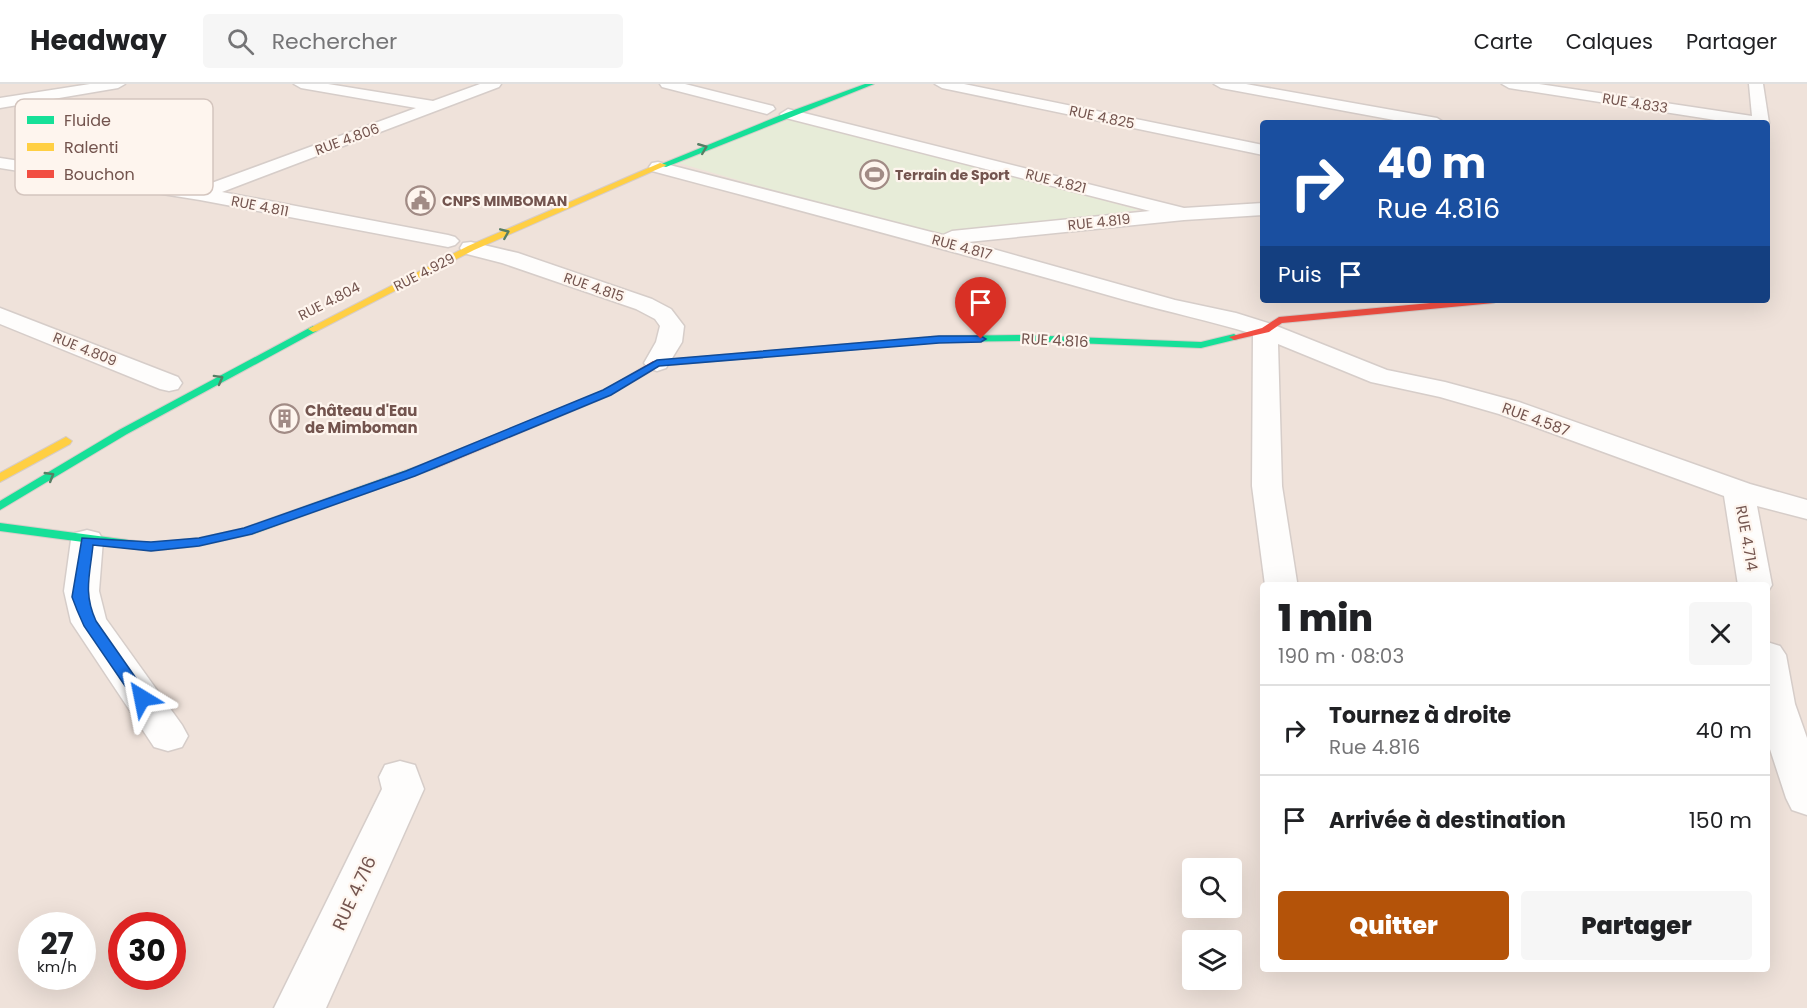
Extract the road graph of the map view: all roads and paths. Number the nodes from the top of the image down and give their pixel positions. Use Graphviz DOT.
graph roads {
  1 [pos="118,84"];
  2 [pos="301,84"];
  3 [pos="494,84"];
  4 [pos="667,84"];
  5 [pos="837,84"];
  6 [pos="871,84"];
  7 [pos="942,84"];
  8 [pos="1221,84"];
  9 [pos="1509,84"];
  10 [pos="1756,84"];
  11 [pos="25,99"];
  12 [pos="15,101"];
  13 [pos="0,103"];
  14 [pos="434,107"];
  15 [pos="767,109"];
  16 [pos="788,114"];
  17 [pos="1420,120"];
  18 [pos="1742,120"];
  19 [pos="1761,120"];
  20 [pos="1260,149"];
  21 [pos="0,163"];
  22 [pos="15,165"];
  23 [pos="628,165"];
  24 [pos="658,167"];
  25 [pos="213,189"];
  26 [pos="205,195"];
  27 [pos="1260,209"];
  28 [pos="1184,214"];
  29 [pos="935,239"];
  30 [pos="459,242"];
  31 [pos="428,251"];
  32 [pos="1462,303"];
  33 [pos="0,315"];
  34 [pos="1265,330"];
  35 [pos="657,363"];
  36 [pos="166,385"];
  37 [pos="80,434"];
  38 [pos="0,478"];
  39 [pos="1739,491"];
  40 [pos="0,506"];
  41 [pos="1807,510"];
  42 [pos="0,527"];
  43 [pos="87,540"];
  44 [pos="1280,582"];
  45 [pos="1754,582"];
  46 [pos="1770,673"];
  47 [pos="168,736"];
  48 [pos="400,777"];
  49 [pos="1807,798"];
  50 [pos="300,1008"];
  1 -- 11 [label="street"];
  2 -- 14 [label="street"];
  3 -- 14 [label="street, RUE 4.806"];
  4 -- 15 [label="street"];
  5 -- 15 [label="main road"];
  6 -- 16 [label="main road, RUE 4.929"];
  7 -- 20 [label="street, RUE 4.825"];
  8 -- 17 [label="street"];
  9 -- 18 [label="street, RUE 4.833"];
  10 -- 19 [label="street"];
  12 -- 13 [label="street"];
  14 -- 25 [label="street, RUE 4.806"];
  15 -- 23 [label="main road"];
  24 -- 16 [label="main road, RUE 4.929, one-way"];
  16 -- 28 [label="street, RUE 4.821"];
  21 -- 22 [label="street, RUE 4.811"];
  24 -- 29 [label="street, RUE 4.817"];
  30 -- 24 [label="main road, RUE 4.929, one-way"];
  26 -- 30 [label="street, RUE 4.811"];
  27 -- 28 [label="street, RUE 4.819"];
  28 -- 29 [label="street, RUE 4.819"];
  29 -- 34 [label="street, RUE 4.817"];
  30 -- 31 [label="main road"];
  30 -- 35 [label="street, RUE 4.815"];
  40 -- 30 [label="main road, RUE 4.929, one-way"];
  32 -- 34 [label="main road, RUE 4.816"];
  33 -- 36 [label="street, RUE 4.809"];
  34 -- 35 [label="main road, RUE 4.816"];
  34 -- 39 [label="street, RUE 4.587"];
  34 -- 44 [label="street"];
  35 -- 43 [label="main road, RUE 4.816"];
  37 -- 38 [label="main road"];
  39 -- 41 [label="street, RUE 4.587"];
  39 -- 45 [label="street, RUE 4.714"];
  42 -- 43 [label="main road, RUE 4.816"];
  43 -- 47 [label="street"];
  46 -- 49 [label="street"];
  48 -- 50 [label="street, RUE 4.716"];
}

═══

Set the records down again exactly, with no pictures.

Extract the road graph of the map view: all roads and paths. Number the nodes from the top of the image down and give their pixel positions. Use Graphviz DOT.
graph roads {
  1 [pos="118,84"];
  2 [pos="301,84"];
  3 [pos="494,84"];
  4 [pos="667,84"];
  5 [pos="837,84"];
  6 [pos="871,84"];
  7 [pos="942,84"];
  8 [pos="1221,84"];
  9 [pos="1509,84"];
  10 [pos="1756,84"];
  11 [pos="25,99"];
  12 [pos="15,101"];
  13 [pos="0,103"];
  14 [pos="434,107"];
  15 [pos="767,109"];
  16 [pos="788,114"];
  17 [pos="1420,120"];
  18 [pos="1742,120"];
  19 [pos="1761,120"];
  20 [pos="1260,149"];
  21 [pos="0,163"];
  22 [pos="15,165"];
  23 [pos="628,165"];
  24 [pos="658,167"];
  25 [pos="213,189"];
  26 [pos="205,195"];
  27 [pos="1260,209"];
  28 [pos="1184,214"];
  29 [pos="935,239"];
  30 [pos="459,242"];
  31 [pos="428,251"];
  32 [pos="1462,303"];
  33 [pos="0,315"];
  34 [pos="1265,330"];
  35 [pos="657,363"];
  36 [pos="166,385"];
  37 [pos="80,434"];
  38 [pos="0,478"];
  39 [pos="1739,491"];
  40 [pos="0,506"];
  41 [pos="1807,510"];
  42 [pos="0,527"];
  43 [pos="87,540"];
  44 [pos="1280,582"];
  45 [pos="1754,582"];
  46 [pos="1770,673"];
  47 [pos="168,736"];
  48 [pos="400,777"];
  49 [pos="1807,798"];
  50 [pos="300,1008"];
  1 -- 11 [label="street"];
  2 -- 14 [label="street"];
  3 -- 14 [label="street, RUE 4.806"];
  4 -- 15 [label="street"];
  5 -- 15 [label="main road"];
  6 -- 16 [label="main road, RUE 4.929"];
  7 -- 20 [label="street, RUE 4.825"];
  8 -- 17 [label="street"];
  9 -- 18 [label="street, RUE 4.833"];
  10 -- 19 [label="street"];
  12 -- 13 [label="street"];
  14 -- 25 [label="street, RUE 4.806"];
  15 -- 23 [label="main road"];
  24 -- 16 [label="main road, RUE 4.929, one-way"];
  16 -- 28 [label="street, RUE 4.821"];
  21 -- 22 [label="street, RUE 4.811"];
  24 -- 29 [label="street, RUE 4.817"];
  30 -- 24 [label="main road, RUE 4.929, one-way"];
  26 -- 30 [label="street, RUE 4.811"];
  27 -- 28 [label="street, RUE 4.819"];
  28 -- 29 [label="street, RUE 4.819"];
  29 -- 34 [label="street, RUE 4.817"];
  30 -- 31 [label="main road"];
  30 -- 35 [label="street, RUE 4.815"];
  40 -- 30 [label="main road, RUE 4.929, one-way"];
  32 -- 34 [label="main road, RUE 4.816"];
  33 -- 36 [label="street, RUE 4.809"];
  34 -- 35 [label="main road, RUE 4.816"];
  34 -- 39 [label="street, RUE 4.587"];
  34 -- 44 [label="street"];
  35 -- 43 [label="main road, RUE 4.816"];
  37 -- 38 [label="main road"];
  39 -- 41 [label="street, RUE 4.587"];
  39 -- 45 [label="street, RUE 4.714"];
  42 -- 43 [label="main road, RUE 4.816"];
  43 -- 47 [label="street"];
  46 -- 49 [label="street"];
  48 -- 50 [label="street, RUE 4.716"];
}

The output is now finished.